> **What you are asked to do**: Find and copy each line of the data that includes "roads".

[Material for this exercise Boundary: Start]

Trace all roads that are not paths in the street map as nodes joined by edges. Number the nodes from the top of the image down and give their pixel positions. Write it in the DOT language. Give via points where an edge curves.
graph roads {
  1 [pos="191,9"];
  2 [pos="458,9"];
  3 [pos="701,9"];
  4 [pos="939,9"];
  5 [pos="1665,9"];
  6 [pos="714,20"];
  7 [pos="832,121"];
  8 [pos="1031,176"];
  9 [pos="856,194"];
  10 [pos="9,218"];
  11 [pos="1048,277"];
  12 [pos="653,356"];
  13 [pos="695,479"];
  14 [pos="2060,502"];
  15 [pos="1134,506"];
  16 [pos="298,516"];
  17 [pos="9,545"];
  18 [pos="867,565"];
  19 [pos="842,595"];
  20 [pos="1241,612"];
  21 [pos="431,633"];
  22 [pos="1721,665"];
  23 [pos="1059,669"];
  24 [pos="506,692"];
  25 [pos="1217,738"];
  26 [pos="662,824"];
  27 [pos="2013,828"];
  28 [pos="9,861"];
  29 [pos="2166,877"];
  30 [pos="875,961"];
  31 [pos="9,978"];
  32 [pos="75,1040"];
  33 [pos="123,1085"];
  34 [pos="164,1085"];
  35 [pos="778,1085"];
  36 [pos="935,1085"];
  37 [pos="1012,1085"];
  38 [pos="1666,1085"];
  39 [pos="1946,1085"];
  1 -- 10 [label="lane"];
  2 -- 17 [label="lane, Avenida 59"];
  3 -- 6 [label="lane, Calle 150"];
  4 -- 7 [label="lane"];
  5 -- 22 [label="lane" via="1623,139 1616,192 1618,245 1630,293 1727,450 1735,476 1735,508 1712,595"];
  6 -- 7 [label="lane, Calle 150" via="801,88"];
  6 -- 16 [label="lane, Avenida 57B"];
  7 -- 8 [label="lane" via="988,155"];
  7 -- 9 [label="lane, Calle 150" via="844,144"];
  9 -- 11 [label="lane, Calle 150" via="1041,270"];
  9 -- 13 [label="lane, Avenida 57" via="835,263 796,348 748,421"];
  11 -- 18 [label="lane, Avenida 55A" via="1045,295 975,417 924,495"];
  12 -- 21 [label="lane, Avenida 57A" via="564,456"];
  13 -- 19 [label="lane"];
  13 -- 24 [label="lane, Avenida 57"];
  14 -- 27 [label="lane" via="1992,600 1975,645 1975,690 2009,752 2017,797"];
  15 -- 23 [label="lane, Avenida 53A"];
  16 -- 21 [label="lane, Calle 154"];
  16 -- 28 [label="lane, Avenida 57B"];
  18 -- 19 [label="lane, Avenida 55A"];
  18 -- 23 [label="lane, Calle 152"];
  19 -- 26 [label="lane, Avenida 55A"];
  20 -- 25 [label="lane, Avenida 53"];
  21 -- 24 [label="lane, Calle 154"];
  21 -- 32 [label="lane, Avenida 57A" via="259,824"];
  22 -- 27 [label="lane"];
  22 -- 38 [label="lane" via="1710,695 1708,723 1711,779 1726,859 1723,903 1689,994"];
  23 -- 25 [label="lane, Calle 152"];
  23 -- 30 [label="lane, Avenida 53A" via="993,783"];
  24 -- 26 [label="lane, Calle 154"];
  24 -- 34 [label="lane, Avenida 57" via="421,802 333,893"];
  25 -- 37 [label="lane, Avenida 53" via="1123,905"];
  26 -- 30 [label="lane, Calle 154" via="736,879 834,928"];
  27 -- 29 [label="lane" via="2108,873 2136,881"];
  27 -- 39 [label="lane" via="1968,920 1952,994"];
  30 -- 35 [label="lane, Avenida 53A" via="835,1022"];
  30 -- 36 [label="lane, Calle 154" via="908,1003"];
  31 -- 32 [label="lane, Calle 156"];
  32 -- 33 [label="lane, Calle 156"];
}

[Material for this exercise Boundary: End]

> **Reply**:
Trace all roads that are not paths in the street map as nodes joined by edges. Number the nodes from the top of the image down and give their pixel positions. Write it in the DOT language. Give via points where an edge curves.
graph roads {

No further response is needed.